Fourth, the future fleet is planned to include a larger number of smaller surface combatants, 60 to 70.

Esper argued these vessels “will not only increase capacity to conduct distributed maritime operations, but it will also free other critical assets for more efficient mission distribution.”

He highlighted the guided-missile frigate, FFG(X) program as a “preview of where we are headed.”

Fifth, Esper said “sufficient strategic lift and logistics vessels are key to the sustainability of distributed operations,” with initial estimates identifying 70 to 90 combat logistics ships required.

However. Esper said further work is still underway to determine if the numbers forecasted in the report are sufficient and to ensure ground combat forces can get to the fight by sea on time.

Sixth, Esper said the Navy “must develop and deploy” carrier-based unmanned aircraft of all kinds: fighters, refuelers, early warning and electronic attack. Although this was not analyzed in detail in the study, he said the department will continue to assess the proper mix needed.

Boeing's pre-award MQ-25 Stingray test asset, designated T-1. (Photo: Boeing)
Boeing’s pre-award MQ-25 Stingray aircraft carrier unmanned tanker test asset, designated T-1. (Photo: Boeing)

The final provision is that Esper said he supports integrating the Marine Corps’ new Force Design 2030 effort and the new classes of ships needed for it. Therefore, “we see a need for more amphibious warfare ships than previously planned,” in the 50 to 60 range.

Esper admitted achieving this new plan will not be easy, but Battle Force 2045 plans to work within “real world budget constraints” and said the Navy must continue its efforts at reforms to free up additional funds to shift to shipbuilding.

Esper was alluding to a new Stem-to-Stern strategic review former Acting Secretary of the Navy Thomas Modly said he directed in February, aimed at saving $8 billion per year to reach $40 billion in savings over five years (Defense Daily, Feb. 19).

“The Navy must continue these initiatives, they are essential to ensuring an adequate shipbuilding account to the task ahead,” Esper said.

Esper said given “serious reform efforts” put forward by the Secretary of the Navy and Chief of Naval Operations, he agreed to provide additional funding from across the DoD enterprise. This is harvested from reform efforts including combatant command reviews, 4th estate reforms, and other initiatives.

“Together, these additional funding streams will increase the shipbuilding account to 13 percent within the Navy’s topline – matching the average percentage spent to produce ships from President Reagan’s buildup in the 1980s.”

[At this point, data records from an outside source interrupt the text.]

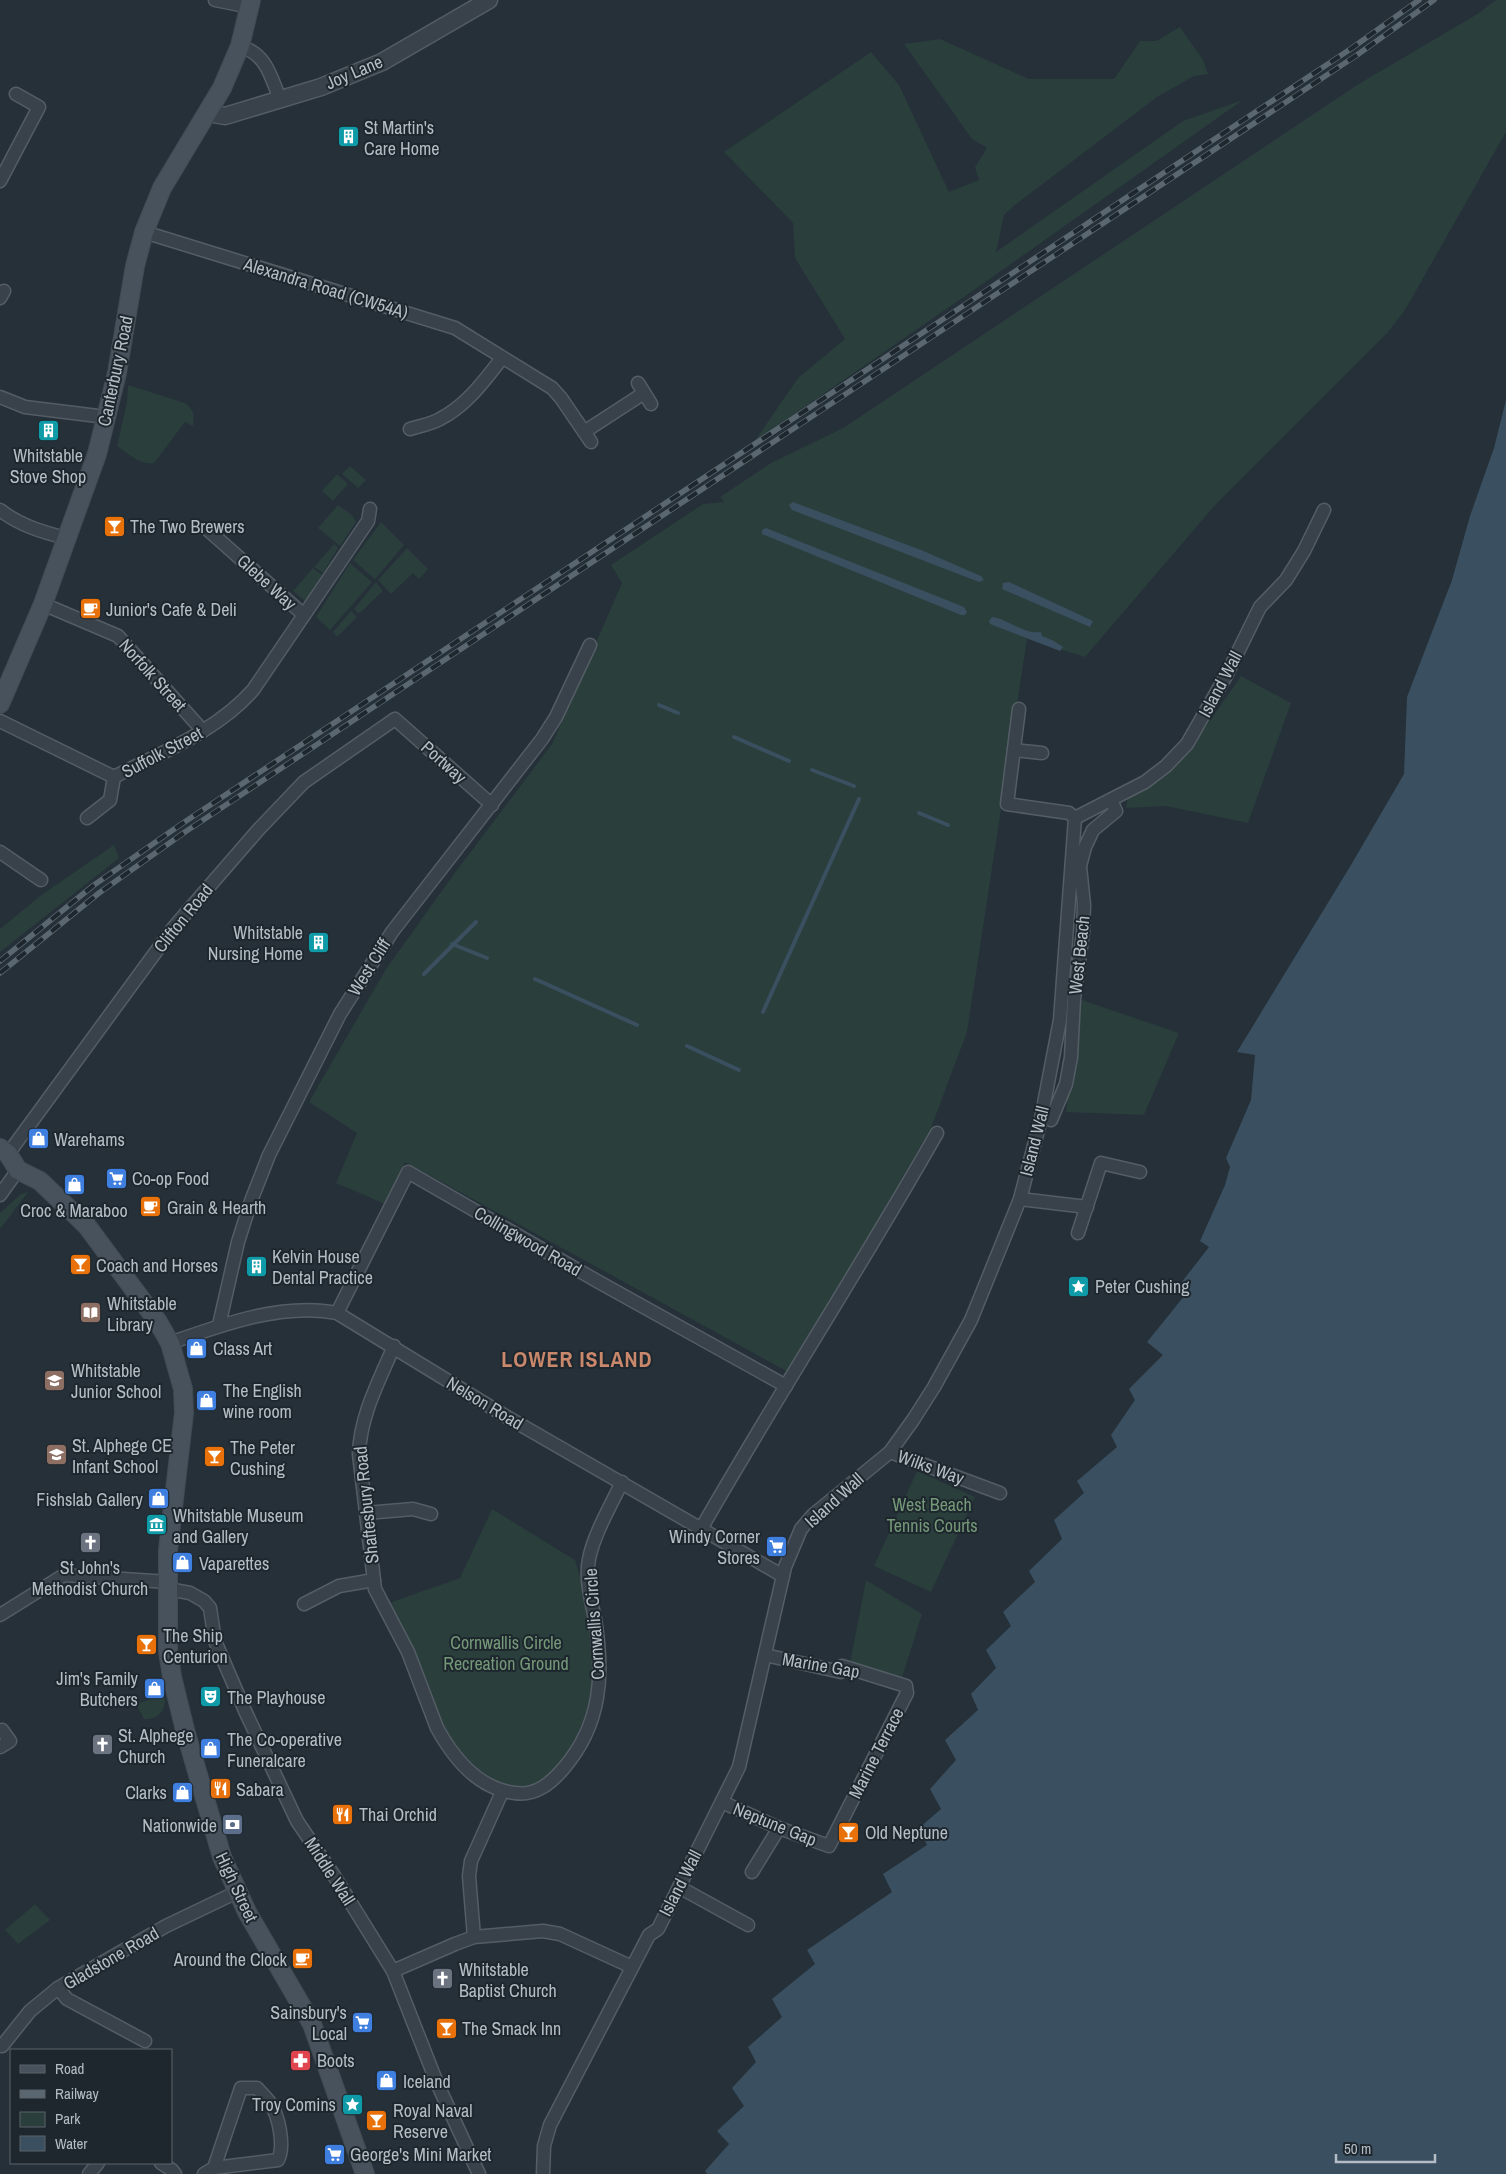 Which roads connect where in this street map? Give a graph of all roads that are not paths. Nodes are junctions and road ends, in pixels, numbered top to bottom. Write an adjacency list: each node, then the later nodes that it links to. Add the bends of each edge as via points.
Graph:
1 (215, 0): 3 (street)
2 (489, 0): 6 (street, Joy Lane, via 382,62 321,87)
3 (251, 4): 4 (main road, Canterbury Road)
4 (240, 46): 6 (street, via 259,55); 7 (main road, Canterbury Road)
5 (16, 94): 8 (street, via 39,108)
6 (280, 99): 7 (street, Joy Lane, via 224,116)
7 (208, 114): 9 (main road, Canterbury Road, via 162,188)
8 (0, 181)
9 (144, 232): 10 (street, Alexandra Road (CW54A), via 455,328); 13 (main road, Canterbury Road)
10 (502, 358): 11 (street, Alexandra Road (CW54A), via 552,388 588,437); 14 (street, via 479,388 459,407 439,420)
11 (644, 393)
12 (0, 397): 13 (street, via 25,407)
13 (106, 417): 19 (main road, Canterbury Road, via 97,454)
14 (410, 429)
15 (370, 509): 21 (street, Glebe Way, via 368,521)
16 (0, 510): 19 (street, via 40,531)
17 (1324, 510): 32 (street, Island Wall, via 1286,580 1260,607 1186,744 1156,774)
18 (208, 530): 21 (street, Glebe Way)
19 (66, 538): 20 (main road, Canterbury Road)
20 (43, 604): 23 (main road, Canterbury Road); 28 (street, Norfolk Street, via 118,636)
21 (304, 615): 24 (street, Glebe Way)
22 (590, 645): 33 (street, West Cliff, via 556,717)
23 (0, 704)
24 (240, 706): 28 (street, Suffolk Street)
25 (1019, 709): 29 (street)
26 (395, 719): 33 (street, Portway); 40 (street, Clifton Road, via 304,782 259,828 174,926)
27 (0, 721): 31 (street, Suffolk Street)
28 (203, 731): 31 (street, Suffolk Street)
29 (1014, 750): 30 (street); 35 (street, via 1006,804 1069,813)
30 (1042, 753)
31 (114, 777): 34 (street, via 110,800)
32 (1111, 800): 35 (street, Island Wall); 38 (street, West Beach, via 1116,811 1093,830 1080,866 1084,914 1071,1057 1066,1084)
33 (492, 805): 48 (street, West Cliff, via 392,932 331,1030 268,1155 238,1242)
34 (87, 818)
35 (1075, 818): 44 (street, Island Wall, via 1060,1020 1041,1118)
36 (0, 852): 37 (street)
37 (41, 880)
38 (1051, 1120)
39 (937, 1133): 51 (street, via 882,1231)
40 (4, 1151): 41 (main road)
41 (18, 1170): 43 (street); 49 (main road, High Street, via 40,1181 86,1226)
42 (1140, 1172): 45 (street, via 1101,1163)
43 (0, 1195)
44 (1020, 1199): 45 (street); 52 (street, Island Wall, via 971,1320 934,1387)
45 (1087, 1207): 46 (street)
46 (1078, 1234)
47 (337, 1312): 48 (street, Nelson Road, via 292,1310); 50 (street, Nelson Road); 51 (street, Collingwood Road, via 408,1172)
48 (219, 1325): 49 (street, Nelson Road)
49 (170, 1343): 60 (main road, High Street, via 179,1369 184,1412 169,1542)
50 (394, 1346): 53 (street, Nelson Road, via 506,1417); 55 (street, Shaftesbury Road, via 363,1420 360,1435)
51 (786, 1386): 57 (street)
52 (890, 1452): 54 (street, Wilks Way); 58 (street, Island Wall, via 813,1515 801,1529)
53 (622, 1482): 57 (street, Nelson Road); 67 (street, Cornwallis Circle, via 589,1558 589,1585 601,1665 597,1700 589,1727 579,1747 553,1782 535,1792)
54 (1000, 1493)
55 (366, 1513): 56 (street, via 413,1508); 59 (street, Shaftesbury Road)
56 (431, 1514)
57 (701, 1529): 58 (street, Nelson Road)
58 (783, 1576): 63 (street, Island Wall)
59 (374, 1580): 61 (street, via 339,1586); 67 (street, Cornwallis Circle, via 375,1589 408,1652 445,1742 470,1771)
60 (168, 1586): 62 (street, Middle Wall, via 64,1575); 73 (main road, High Street, via 168,1651 174,1686 210,1821); 77 (street, Middle Wall, via 190,1593 210,1608 215,1641 297,1821)
61 (304, 1604)
62 (0, 1615)
63 (764, 1655): 64 (street, Marine Gap, via 841,1672 842,1666); 68 (street, Island Wall, via 740,1767)
64 (906, 1686): 70 (street, Marine Terrace, via 907,1693)
65 (2, 1730): 66 (street, via 10,1741)
66 (0, 1747)
67 (502, 1792): 75 (street, via 471,1861 469,1876)
68 (722, 1802): 69 (street, Neptune Gap); 72 (street, Island Wall)
69 (779, 1828): 70 (street, Neptune Gap); 71 (street)
70 (829, 1846)
71 (752, 1872)
72 (679, 1887): 74 (street); 76 (street, Island Wall, via 658,1929 649,1935)
73 (237, 1892): 78 (street, Gladstone Road, via 166,1926); 86 (main road, High Street, via 312,2024)
74 (748, 1925)
75 (474, 1938): 76 (street, via 543,1931 560,1934); 77 (street)
76 (632, 1967): 88 (street, Island Wall, via 550,2125 544,2146)
77 (393, 1971): 87 (street, Middle Wall, via 437,2083)
78 (58, 1988): 79 (street, via 67,1999); 80 (street, Gladstone Road, via 30,2011)
79 (145, 2041)
80 (5, 2048)
81 (97, 2164): 84 (street)
82 (163, 2164): 85 (street)
83 (209, 2171): 83 (street, via 278,2160 282,2152 280,2129 271,2104 257,2088 242,2088)
84 (89, 2174)
85 (174, 2174)
86 (364, 2174)
87 (479, 2174)
88 (543, 2174)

Last month, in prepared remarks for a speech he did not speak at the time, Esper previewed the plan would increase the Navy’s shipbuilding budget to 13 percent of its topline, compared to the current 11 percent (Defense Daily, Sept. 16).

Esper also asked Congress for additional assistance to reach the Battle Force 2045 goals. He said DoD needs sustained, predictable and timely budgets “which means no more continuing resolutions” as well as authorities allowing the Navy to divest from legacy systems and lower priority activities and redirect them to higher priorities and statutory authority for unused end of year Navy funding to be directed into the shipbuilding account instead of letting it expire.

Esper noted this new plan comes after he had Norquist examined three options for the future force, modeled and wargamed the options, and analyzed each combination of ship sets. The plans are partially based on competing with China’s plans for its future modernized naval forces.